In the final section of the vid (1:41-2:59), Sarah perceives John as repeatedly choosing Cameron over her (2:18, 2:33, 2:43-2:45), but more, she perceives this choice as a result of Cameron's inhuman calm and certainty and her own weaknesses. Cameron places go stones down in a game that demonstrates machine sentience more convincingly than chess (1:51-2:14); Cameron shoots to kill without hesitating (1:44-1:50); Cameron follows a strategy Sarah doesn't command.
Framing the sequences with the van, the bowling alley, and the fight with Akagi with images of Cameron playing go with herself may suggest simply the contrast between Cameron and Sarah, or it may suggest a plan: Cameron's plan, or Skynet's plan, to separate John from Sarah and other human attachments. Or possibly Sarah even suspects it's future John's plan, because the vid argues persuasively that Sarah is wary of John himself. He is attracted to Cameron, attracted by risk, attracted by technology. In a vid that's mostly straight cuts, it's notable that several dissolves associate John with the drones and the blinding light of the future (1:40, 2:39) and one reinforces the idea that the relationships between Cameron, John, and Sarah are the playing pieces on a gameboard (1:35).
And indeed John, who starts the vid out following his mother (0:08), ends it by standing opposed to her (2:36).
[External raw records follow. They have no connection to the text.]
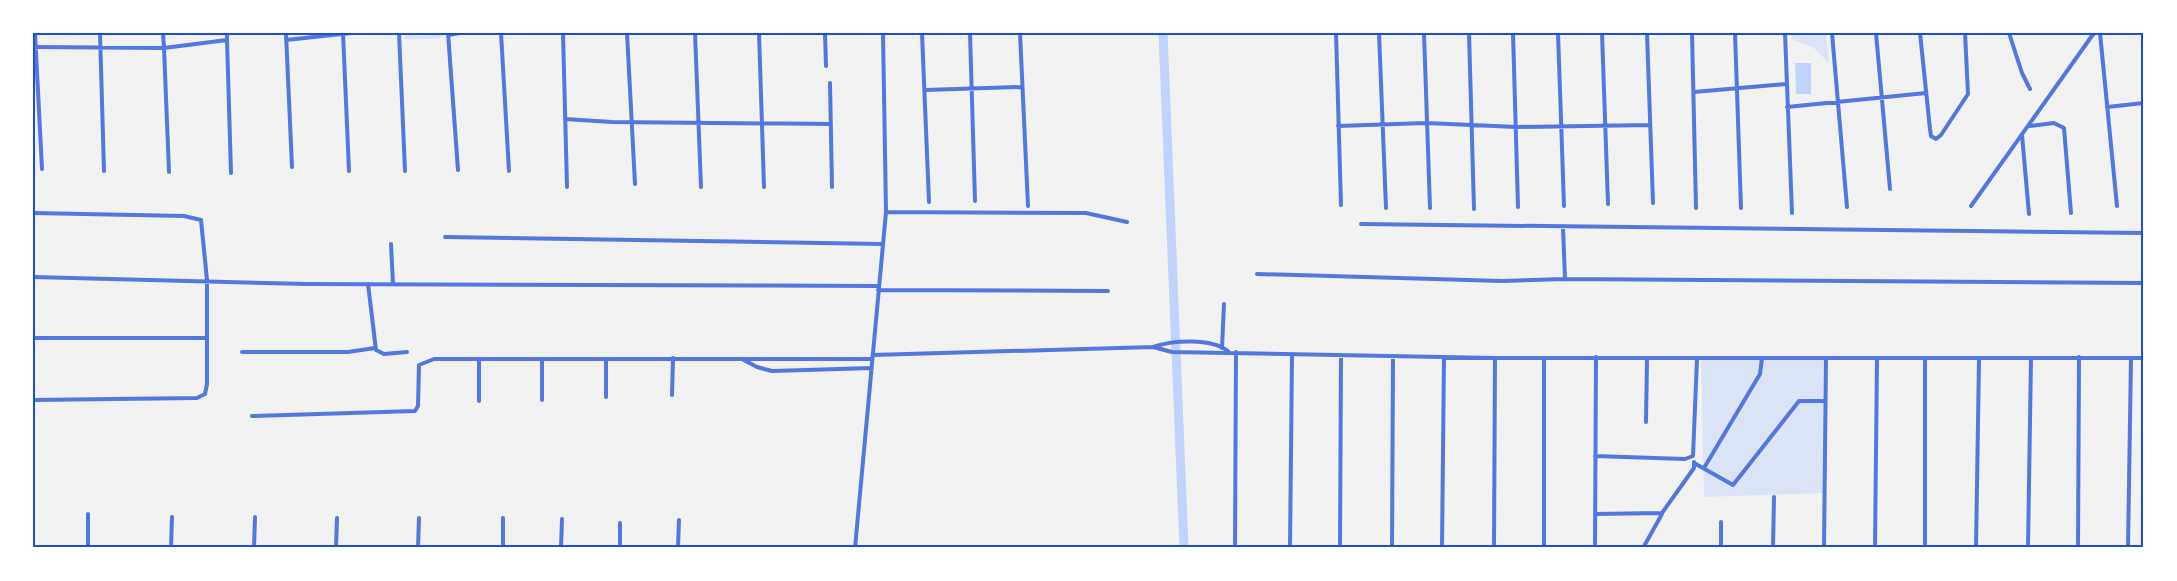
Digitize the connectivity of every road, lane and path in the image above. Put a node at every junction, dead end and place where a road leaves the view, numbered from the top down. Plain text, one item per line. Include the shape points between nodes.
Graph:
1 (35, 33) edge
2 (100, 33) edge
3 (163, 33) edge
4 (227, 33) edge
5 (286, 33) edge
6 (344, 33) edge
7 (351, 33) edge
8 (399, 33) edge
9 (459, 33) edge
10 (501, 33) edge
11 (563, 33) edge
12 (627, 33) edge
13 (695, 33) edge
14 (759, 33) edge
15 (825, 33) edge
16 (883, 33) edge
17 (922, 33) edge
18 (970, 33) edge
19 (1020, 33) edge
20 (1336, 33) edge
21 (1379, 33) edge
22 (1424, 33) edge
23 (1469, 33) edge
24 (1513, 33) edge
25 (1558, 33) edge
26 (1602, 33) edge
27 (1647, 33) edge
28 (1692, 33) edge
29 (1736, 33) edge
30 (1785, 33) edge
31 (1832, 33) edge
32 (1876, 33) edge
33 (1920, 33) edge
34 (1965, 33) edge
35 (2094, 33) edge
36 (2100, 33) edge
37 (2143, 33) edge
38 (449, 34) edge
39 (2010, 34) edge
40 (227, 40) junction
41 (286, 40) junction
42 (2144, 45) edge
43 (34, 47) edge
44 (102, 48) junction
45 (164, 48) junction
46 (826, 66) dead end
47 (830, 83) dead end
48 (1787, 84) junction
49 (1023, 87) junction
50 (1737, 88) junction
51 (2030, 88) dead end
52 (973, 89) junction
53 (925, 90) junction
54 (1694, 92) junction
55 (1926, 93) junction
56 (1882, 98) junction
57 (1839, 102) junction
58 (2144, 103) edge
59 (1787, 107) junction
60 (2107, 107) junction
61 (565, 119) junction
62 (699, 121) junction
63 (631, 122) junction
64 (763, 123) junction
65 (1426, 123) junction
66 (831, 124) junction
67 (1382, 124) junction
68 (1605, 124) junction
69 (1472, 125) junction
70 (1649, 125) junction
71 (1338, 126) junction
72 (1561, 126) junction
73 (2028, 126) junction
74 (1516, 127) junction
75 (2022, 135) junction
76 (292, 167) dead end
77 (42, 169) dead end
78 (458, 170) dead end
79 (104, 171) dead end
80 (349, 171) dead end
81 (405, 171) dead end
82 (509, 171) dead end
83 (169, 172) dead end
84 (231, 173) dead end
85 (635, 184) dead end
86 (701, 187) dead end
87 (764, 187) dead end
88 (832, 187) dead end
89 (567, 188) dead end
90 (1890, 189) dead end
91 (975, 201) dead end
92 (929, 202) dead end
93 (1653, 203) dead end
94 (1608, 204) dead end
95 (1341, 205) dead end
96 (1028, 206) dead end
97 (1564, 206) dead end
98 (1971, 206) dead end
99 (2117, 206) dead end
100 (1518, 207) dead end
101 (1847, 207) dead end
102 (1386, 208) dead end
103 (1430, 208) dead end
104 (1474, 208) dead end
105 (1696, 208) dead end
106 (1741, 208) dead end
107 (886, 212) junction
108 (33, 213) edge
109 (1792, 213) dead end
110 (2071, 213) dead end
111 (2029, 214) dead end
112 (1127, 222) dead end
113 (1361, 224) dead end
114 (1563, 227) junction
115 (2144, 233) edge
116 (445, 237) dead end
117 (391, 244) dead end
118 (881, 244) junction
119 (1257, 274) dead end
120 (33, 277) edge
121 (1565, 279) junction
122 (207, 280) junction
123 (2144, 283) edge
124 (368, 284) junction
125 (393, 284) junction
126 (878, 288) junction
127 (1108, 291) dead end
128 (1224, 304) dead end
129 (33, 338) edge
130 (205, 338) junction
131 (1153, 346) junction
132 (1222, 346) junction
133 (375, 348) junction
134 (1229, 351) junction
135 (242, 352) dead end
136 (407, 352) dead end
137 (1222, 352) junction
138 (1236, 352) junction
139 (1292, 355) junction
140 (1341, 356) junction
141 (873, 357) junction
142 (1393, 357) junction
143 (1444, 357) junction
144 (1596, 357) junction
145 (2079, 357) junction
146 (2131, 357) junction
147 (672, 358) junction
148 (741, 358) junction
149 (1495, 358) junction
150 (1545, 358) junction
151 (1762, 358) junction
152 (1826, 358) junction
153 (2031, 358) junction
154 (2144, 358) edge
155 (479, 359) junction
156 (606, 359) junction
157 (1647, 359) junction
158 (1697, 359) junction
159 (1877, 359) junction
160 (1925, 359) junction
161 (542, 360) junction
162 (1979, 360) junction
163 (872, 368) junction
164 (672, 396) dead end
165 (606, 398) dead end
166 (33, 400) edge
167 (542, 400) dead end
168 (479, 401) dead end
169 (1825, 401) junction
170 (252, 416) dead end
171 (1646, 422) dead end
172 (1595, 456) junction
173 (1690, 458) junction
174 (1694, 463) junction
175 (1704, 468) junction
176 (1774, 497) dead end
177 (1662, 513) junction
178 (88, 514) dead end
179 (1595, 514) junction
180 (171, 517) dead end
181 (255, 517) dead end
182 (337, 518) dead end
183 (419, 518) dead end
184 (503, 518) dead end
185 (562, 519) dead end
186 (679, 520) dead end
187 (1722, 522) dead end
188 (620, 523) dead end
189 (88, 548) edge
190 (171, 548) edge
191 (254, 548) edge
192 (336, 548) edge
193 (418, 548) edge
194 (502, 548) edge
195 (561, 548) edge
196 (620, 548) edge
197 (678, 548) edge
198 (855, 548) edge
199 (1235, 548) edge
200 (1290, 548) edge
201 (1340, 548) edge
202 (1392, 548) edge
203 (1442, 548) edge
204 (1494, 548) edge
205 (1544, 548) edge
206 (1595, 548) edge
207 (1643, 548) edge
208 (1721, 548) edge
209 (1773, 548) edge
210 (1824, 548) edge
211 (1875, 548) edge
212 (1925, 548) edge
213 (1976, 548) edge
214 (2028, 548) edge
215 (2078, 548) edge
216 (2128, 548) edge

1 - 43 street
2 - 44 street
3 - 45 street
4 - 40 street
5 - 41 street
6 - 7 street
6 - 41 street
6 - 80 street
8 - 81 street
9 - 38 street
10 - 82 street
11 - 61 street
12 - 63 street
13 - 62 street
14 - 64 street
15 - 46 street
16 - 107 street
17 - 53 street
18 - 52 street
19 - 49 street
20 - 71 street
21 - 67 street
22 - 65 street
23 - 69 street
24 - 74 street
25 - 72 street
26 - 68 street
27 - 70 street
28 - 54 street
29 - 50 street
30 - 48 street
31 - 57 street
32 - 56 street
33 - 55 street
34 - 55 street via 1968,94 1936,139 1931,136
35 - 73 street
36 - 60 street
37 - 42 street
38 - 78 street
39 - 51 street
40 - 45 street
40 - 84 street
41 - 76 street
43 - 44 street
43 - 77 street
44 - 45 street
44 - 79 street
45 - 83 street
47 - 66 street
48 - 50 street
48 - 59 street
49 - 52 street
49 - 96 street
50 - 54 street
50 - 106 street
52 - 53 street
52 - 91 street
53 - 92 street
54 - 105 street
55 - 56 street
56 - 57 street
56 - 90 street
57 - 59 street
57 - 101 street
58 - 60 street
59 - 109 street
60 - 99 street
61 - 63 street
61 - 89 street
62 - 63 street
62 - 64 street
62 - 86 street
63 - 85 street
64 - 66 street
64 - 87 street
65 - 67 street
65 - 69 street
65 - 103 street
66 - 88 street
67 - 71 street
67 - 102 street
68 - 70 street
68 - 72 street
68 - 94 street
69 - 74 street
69 - 104 street
70 - 93 street
71 - 95 street
72 - 74 street
72 - 97 street
73 - 75 street
73 - 110 street via 2054,123 2064,128
74 - 100 street
75 - 98 street
75 - 111 street
107 - 112 street via 1086,213
107 - 118 street
108 - 122 street via 194,216 201,220 204,229
113 - 114 street
114 - 115 street
114 - 121 street
116 - 118 street
117 - 125 street
118 - 126 street
119 - 121 street via 1502,281
120 - 122 street
121 - 123 street
122 - 124 street
122 - 130 street
124 - 125 street
124 - 133 street
125 - 126 street
126 - 127 street
126 - 141 street
128 - 132 street
129 - 130 street
130 - 166 street via 207,384 205,394 197,398
131 - 132 street
131 - 137 street via 1172,352
131 - 141 street
132 - 134 street
132 - 137 street
133 - 135 street via 348,352
133 - 136 street via 384,354
134 - 137 street
134 - 138 street
138 - 139 street
138 - 199 street
139 - 140 street
139 - 200 street
140 - 142 street
140 - 201 street
141 - 148 street
141 - 163 street
142 - 143 street
142 - 202 street
143 - 149 street
143 - 203 street
144 - 150 street
144 - 157 street
144 - 172 street
145 - 146 street
145 - 153 street
145 - 215 street
146 - 154 street
146 - 216 street
147 - 148 street
147 - 156 street
147 - 164 street
148 - 163 street via 757,368 772,371
149 - 150 street
149 - 204 street
150 - 205 street
151 - 152 street
151 - 158 street
151 - 175 street via 1760,374
152 - 159 street
152 - 169 street
153 - 162 street
153 - 214 street
155 - 161 street
155 - 168 street
155 - 170 street via 434,359 419,365 418,406 410,412
156 - 161 street
156 - 165 street
157 - 158 street
157 - 171 street
158 - 173 street via 1695,453
159 - 160 street
159 - 211 street
160 - 162 street
160 - 212 street
161 - 167 street
162 - 213 street
163 - 198 street
169 - 175 street via 1799,401 1733,485
169 - 210 street
172 - 173 street
172 - 179 street
173 - 174 street
174 - 175 street
174 - 177 street
176 - 209 street
177 - 179 street
177 - 207 street
178 - 189 street
179 - 206 street
180 - 190 street
181 - 191 street
182 - 192 street
183 - 193 street
184 - 194 street
185 - 195 street
186 - 197 street
187 - 208 street
188 - 196 street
John's decision follows the death of Charlie's wife and the death of the company man Winston, who falls on Sarah in a parody of sex (2:11); his choice-and his sexual maturity-signal Sarah's obsolescence and death. She beats Akagi (2:20-2:24), a futile gesture, a false trail, because Akagi isn't connected to Skynet; a gesture of displaced self-hatred, because Akagi, like Sarah, is taking extreme measures to protect his son from the future. Once Sarah begins to climb down into the grave John and Cameron have dug. Sarah's descent signals Cameron's rise: As Sarah climbs down, Cameron's eyes open (2:23). John's rebellion signals Sarah's fall: After John pulls a gun on Sarah to defend Cameron (2:28), Sarah falls down shot by Winston's gun (2:31). In the show, visions of her past, herself as a waitress, guide her to revelation and escape; in the vid, Sarah only sees herself before she falls.
The vid opens with a grave and closes with a shower, Sarah seen from above, helpless and small; I can see a little bit of hope in the last image because it's the imagery of birth, the pain, the water, the blood, the nakedness; but it's an image of powerlessness, too, Sarah alone, solitary, left behind.